The CYUSB3014 can realize flexible pin configuration on both GPIF II and serial peripheral interfaces. Any unused control pins on the GPIF II interface (except CTL [15 ]) can be used as general purpose I/O, and similarly, any unused pins on the serial peripheral interface can also be configured as general purpose I/O.

The logic block diagram of the chip is an important part of the circuit design that must be referenced, and the correct pin connection and processing method are required to make the chip in the normal operation mode, which is shown in the CYUSB3014 logic block diagram 19.

1) USB port design

The main function of the USB port is to connect a dual-port data line between a PC and the CYUSB3014, and since the USB3.0 standard is adopted, the port here adopts a patch type USB3.0A female socket.

The USB3.0 female seat has 9 lines which are respectively an input differential line SSRX +/-, an output differential line SSTX +/-and two grounding pins for realizing a full-duplex transmission mode under a VBUS, a pair of differential lines D +/-, a USB3.0 protocol, and the differential lines are downward compatible with a USB2.0 bus, and the pins are connected with corresponding pins on a CYUSB3014 chip. Wherein the VBUS pin is used for connecting +5V voltage from a computer USB3.0 interface, a pair of 0.1uF (104) capacitors is required to be connected in series on an SSTX +/-differential line on a chip for filtering, and the sizes of the two alternating current coupling capacitors are reduced in order to avoid extra capacitance caused by a capacitor pad.

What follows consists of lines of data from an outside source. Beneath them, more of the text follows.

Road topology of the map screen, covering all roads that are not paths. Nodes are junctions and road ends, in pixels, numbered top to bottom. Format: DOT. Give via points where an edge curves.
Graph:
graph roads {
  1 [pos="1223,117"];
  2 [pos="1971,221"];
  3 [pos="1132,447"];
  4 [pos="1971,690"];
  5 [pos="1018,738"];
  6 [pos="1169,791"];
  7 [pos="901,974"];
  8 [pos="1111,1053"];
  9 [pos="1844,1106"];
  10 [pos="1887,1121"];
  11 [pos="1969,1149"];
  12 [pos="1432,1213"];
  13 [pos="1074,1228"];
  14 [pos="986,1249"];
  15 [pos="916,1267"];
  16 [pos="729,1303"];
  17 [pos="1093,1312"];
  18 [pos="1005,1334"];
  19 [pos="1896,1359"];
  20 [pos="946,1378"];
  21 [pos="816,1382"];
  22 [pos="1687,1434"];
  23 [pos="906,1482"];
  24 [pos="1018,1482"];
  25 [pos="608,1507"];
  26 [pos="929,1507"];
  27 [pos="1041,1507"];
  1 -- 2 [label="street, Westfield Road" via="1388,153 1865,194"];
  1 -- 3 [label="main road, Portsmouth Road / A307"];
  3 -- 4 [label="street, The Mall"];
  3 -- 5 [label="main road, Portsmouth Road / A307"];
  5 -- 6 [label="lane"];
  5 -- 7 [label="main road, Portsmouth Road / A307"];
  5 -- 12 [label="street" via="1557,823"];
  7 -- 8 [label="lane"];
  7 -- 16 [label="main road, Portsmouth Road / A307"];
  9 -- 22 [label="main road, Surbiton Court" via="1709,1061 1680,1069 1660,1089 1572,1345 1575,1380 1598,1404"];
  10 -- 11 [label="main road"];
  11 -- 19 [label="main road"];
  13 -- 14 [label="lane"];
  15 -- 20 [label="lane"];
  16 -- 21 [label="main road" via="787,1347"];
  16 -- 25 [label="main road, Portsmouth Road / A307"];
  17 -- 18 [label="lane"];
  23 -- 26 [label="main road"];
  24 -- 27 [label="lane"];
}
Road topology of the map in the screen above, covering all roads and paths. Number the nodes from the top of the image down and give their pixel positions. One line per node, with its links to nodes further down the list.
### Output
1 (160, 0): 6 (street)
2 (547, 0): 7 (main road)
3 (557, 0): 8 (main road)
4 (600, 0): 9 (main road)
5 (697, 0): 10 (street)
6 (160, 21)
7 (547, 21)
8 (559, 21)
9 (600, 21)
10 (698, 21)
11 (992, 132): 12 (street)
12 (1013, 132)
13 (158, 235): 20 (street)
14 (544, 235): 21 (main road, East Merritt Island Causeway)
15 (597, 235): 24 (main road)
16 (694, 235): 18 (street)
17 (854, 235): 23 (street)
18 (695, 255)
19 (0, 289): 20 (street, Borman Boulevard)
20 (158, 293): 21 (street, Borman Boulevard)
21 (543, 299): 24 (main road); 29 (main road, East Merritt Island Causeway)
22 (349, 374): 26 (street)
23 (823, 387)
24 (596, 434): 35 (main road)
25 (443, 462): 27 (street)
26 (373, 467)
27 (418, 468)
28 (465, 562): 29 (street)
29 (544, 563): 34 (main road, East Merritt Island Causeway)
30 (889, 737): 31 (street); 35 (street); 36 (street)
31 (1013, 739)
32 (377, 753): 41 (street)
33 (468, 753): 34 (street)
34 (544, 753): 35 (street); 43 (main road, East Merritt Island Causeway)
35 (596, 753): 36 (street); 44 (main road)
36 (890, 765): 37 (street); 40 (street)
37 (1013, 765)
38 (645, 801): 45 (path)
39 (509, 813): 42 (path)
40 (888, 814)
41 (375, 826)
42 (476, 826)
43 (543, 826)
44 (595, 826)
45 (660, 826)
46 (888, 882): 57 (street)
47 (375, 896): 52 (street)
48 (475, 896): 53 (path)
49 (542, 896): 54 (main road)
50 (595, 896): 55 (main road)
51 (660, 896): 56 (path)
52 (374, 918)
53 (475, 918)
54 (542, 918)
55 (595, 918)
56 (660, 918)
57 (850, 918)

Secondly, the signal and GND pins of the USB interface have built-in ESD protection. Wherein the D +, D-, SSRX +, SSTX-, SSTX +, SSTX-pins have the highest Human Body Mode (HBM) internal ESD protection of + -2.2 KV. However, the USB interface is frequently inserted and inevitably contacts with a human body, and an ESD overvoltage of 8KV or even higher is generated when the human body contacts, which may cause transient interference, damage, and the like to the device, so a special ESD protection device is required to protect the USB3.0 interface.

The chip CH412K is used as an ESD protector for the four paths of differential signals SSRX +, SSRX-, SSTX + and SSTX-. The CH412K provides 4-channel low-capacitance diode protection and TVS transient voltage suppressor clamping, is a four-way ESD protection diode array, can bear the ESD pulse of the highest +/-15 KV human body model, +/-8 KV contact discharge and +/-15 KV air gap discharge specified by IEC61000-4-2, is suitable for high-speed and medium-low speed signals, and can be used for USB over-speed, high-speed and full-speed and low-speed signal ESD protection. The internal structure and external pin diagram of the chip are shown in fig. 20. The design principle of the USB port is shown in fig. 21, in the USB interface circuit 2 of the USB control circuit, SSTX + of the USB female socket is connected to TX +, IO1 of CH412K, SSTX-of the USB female socket is connected to TX-, IO3 of CH412K, GND of the USB female socket is grounded, connected to GND port of CH412K, and connected to one end of capacitor C6, SSRX + of the USB female socket is connected to IO2 shorts of CH412K, SSRX-of the USB female socket is connected to IO3 port of CH412K, VBUS of the USB female socket is connected to VCC port of CH412K, and the other end of capacitor C6.

2) JTAG interface

The ARM926EJ-S kernel of CYUSB3014D supports JTAG interface debugging. TDI, TDO, TCK, TMS and TRST # are respectively connected with corresponding pins of CYUSB3014, fixed 50K pull-up resistors are arranged in the pins TDI, TMS and TRST #, and fixed 10K pull-down resistors are arranged in the pin TCK, so that the JTAG interface does not need external pull-up/pull-down resistors, the JTAG pin can be directly connected with JTAG to debug the JTAG by only leading out the JTAG pin, and the debugger can debug firmware through an on-chip debugging circuit of a CPU core. In order to save design cost and time, the same 14-interface JTAG debugger of the DSP master control system is adopted here, the design circuit is shown in FIG. 22, JTAG circuits 3, U3.3V of the USB control circuit are connected with one end of a capacitor C11, a DVCC port of a JTAG download port, and the other end of the capacitor C11 is connected with GND.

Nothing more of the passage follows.